━━━━━ Data supplied ━━━━━
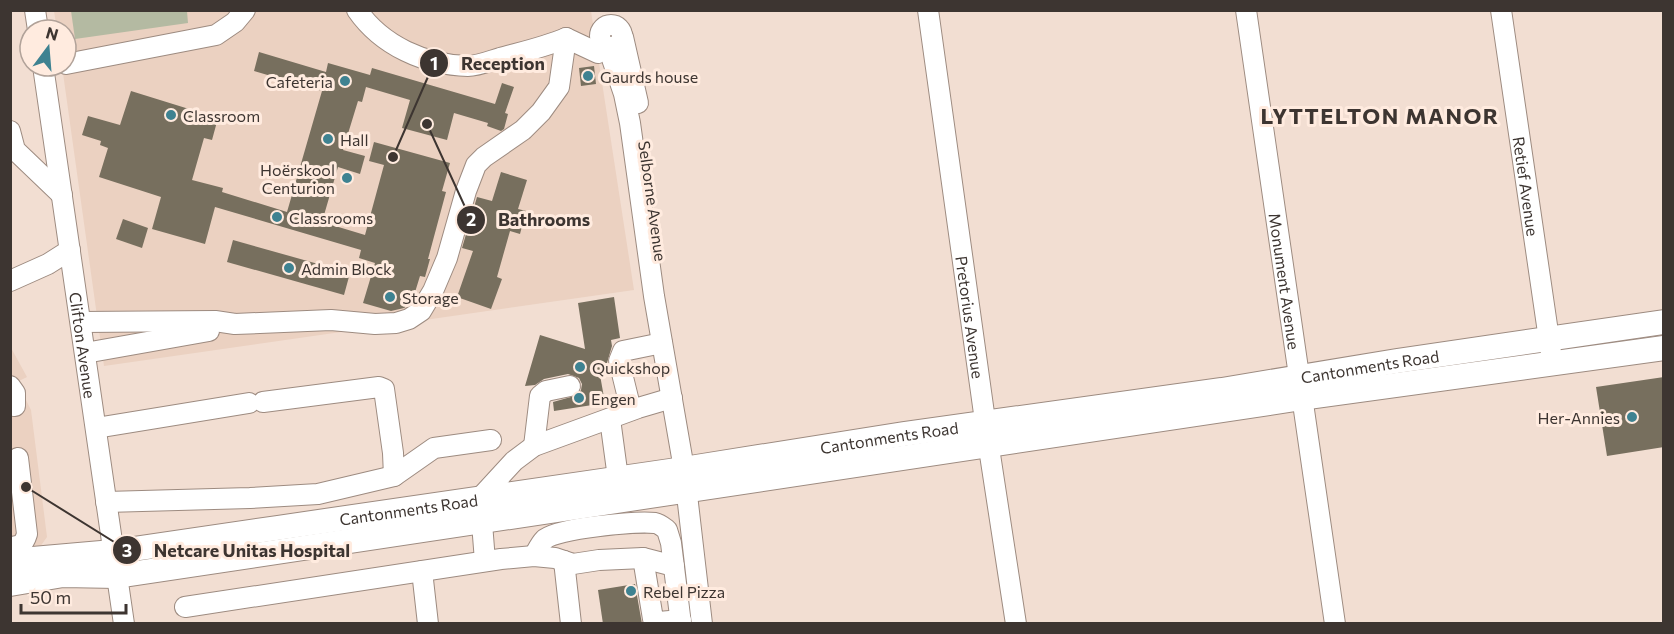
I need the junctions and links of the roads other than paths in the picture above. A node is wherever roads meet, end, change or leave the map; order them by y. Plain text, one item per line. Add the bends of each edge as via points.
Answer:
1 (245, 10) edge
2 (357, 10) edge
3 (928, 10) edge
4 (1246, 10) edge
5 (1501, 10) edge
6 (613, 29) edge
7 (566, 38) junction
8 (78, 62) edge
9 (45, 78) edge
10 (55, 78) edge
11 (47, 91) junction
12 (10, 131) edge
13 (62, 195) junction
14 (70, 250) junction
15 (10, 281) edge
16 (663, 320) junction
17 (81, 322) junction
18 (1664, 322) edge
19 (235, 324) junction
20 (1548, 338) junction
21 (662, 343) junction
22 (1664, 348) edge
23 (85, 353) junction
24 (1553, 364) junction
25 (667, 367) junction
26 (10, 386) edge
27 (570, 386) dead end
28 (1300, 388) junction
29 (672, 398) junction
30 (10, 400) edge
31 (631, 410) junction
32 (610, 419) junction
33 (96, 428) junction
34 (987, 435) junction
35 (491, 440) dead end
36 (534, 446) junction
37 (18, 458) dead end
38 (394, 476) junction
39 (618, 478) junction
40 (685, 479) junction
41 (106, 502) junction
42 (481, 510) junction
43 (10, 547) edge
44 (113, 552) junction
45 (534, 556) junction
46 (643, 558) junction
47 (10, 561) edge
48 (485, 561) junction
49 (564, 561) junction
50 (674, 566) junction
51 (422, 570) junction
52 (117, 576) junction
53 (10, 584) edge
54 (185, 607) dead end
55 (681, 622) edge
56 (124, 624) edge
57 (428, 624) edge
58 (571, 624) edge
59 (702, 624) edge
60 (1016, 624) edge
61 (1335, 624) edge

1 - 8 street via 216,35
2 - 7 street via 366,23 398,49 436,62 471,66
3 - 34 street, Pretorius Avenue
4 - 28 street, Monument Avenue
5 - 20 street, Retief Avenue
6 - 7 street via 598,53
6 - 16 street, Selborne Avenue
7 - 19 street via 559,87 523,130 476,165 447,258 421,311 396,323 331,320
9 - 11 street, Clifton Avenue
10 - 11 street
11 - 13 street, Clifton Avenue
12 - 13 street via 22,159
13 - 14 street, Clifton Avenue
14 - 15 street
14 - 17 street, Clifton Avenue
16 - 21 street, Selborne Avenue
16 - 25 street, Selborne Avenue
17 - 19 street
17 - 23 street, Clifton Avenue
18 - 20 main road, Cantonments Road
19 - 23 street
20 - 24 street, Retief Avenue
20 - 28 main road, Cantonments Road
21 - 25 street, Selborne Avenue
21 - 31 street via 620,354
22 - 24 main road, Cantonments Road
23 - 33 street, Clifton Avenue
24 - 28 main road, Cantonments Road
25 - 29 street, Selborne Avenue
26 - 30 street via 15,393 15,406
27 - 36 street via 540,396
28 - 34 main road, Cantonments Road
28 - 61 street, Monument Avenue
29 - 31 street
29 - 40 street, Selborne Avenue
31 - 32 street
32 - 36 street
32 - 39 street
33 - 38 street via 379,387 384,389
33 - 41 street, Clifton Avenue
34 - 40 main road, Cantonments Road
34 - 60 street, Pretorius Avenue
35 - 38 street via 434,448
36 - 42 street via 514,461
37 - 43 street via 27,534 19,546
38 - 41 street via 318,494
39 - 40 main road, Cantonments Road
39 - 42 main road, Cantonments Road
40 - 42 main road, Cantonments Road
40 - 59 street, Selborne Avenue
41 - 44 street, Clifton Avenue
42 - 44 main road, Cantonments Road
42 - 48 street
42 - 52 main road, Cantonments Road
44 - 47 main road, Cantonments Road
44 - 52 street, Clifton Avenue
45 - 48 street
45 - 49 street
45 - 50 street via 544,539 558,533 658,524 667,530
46 - 49 street via 573,564
46 - 50 street
46 - 55 street via 652,619
48 - 51 street
49 - 58 street
50 - 55 street
51 - 54 street
51 - 57 street
52 - 53 main road, Cantonments Road via 63,575
52 - 56 street, Clifton Avenue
━━━━━
Work instruction:
When the word "Pretorius" turns up on a line of the material above, copy that line.

Final answer:
3 - 34 street, Pretorius Avenue
34 - 60 street, Pretorius Avenue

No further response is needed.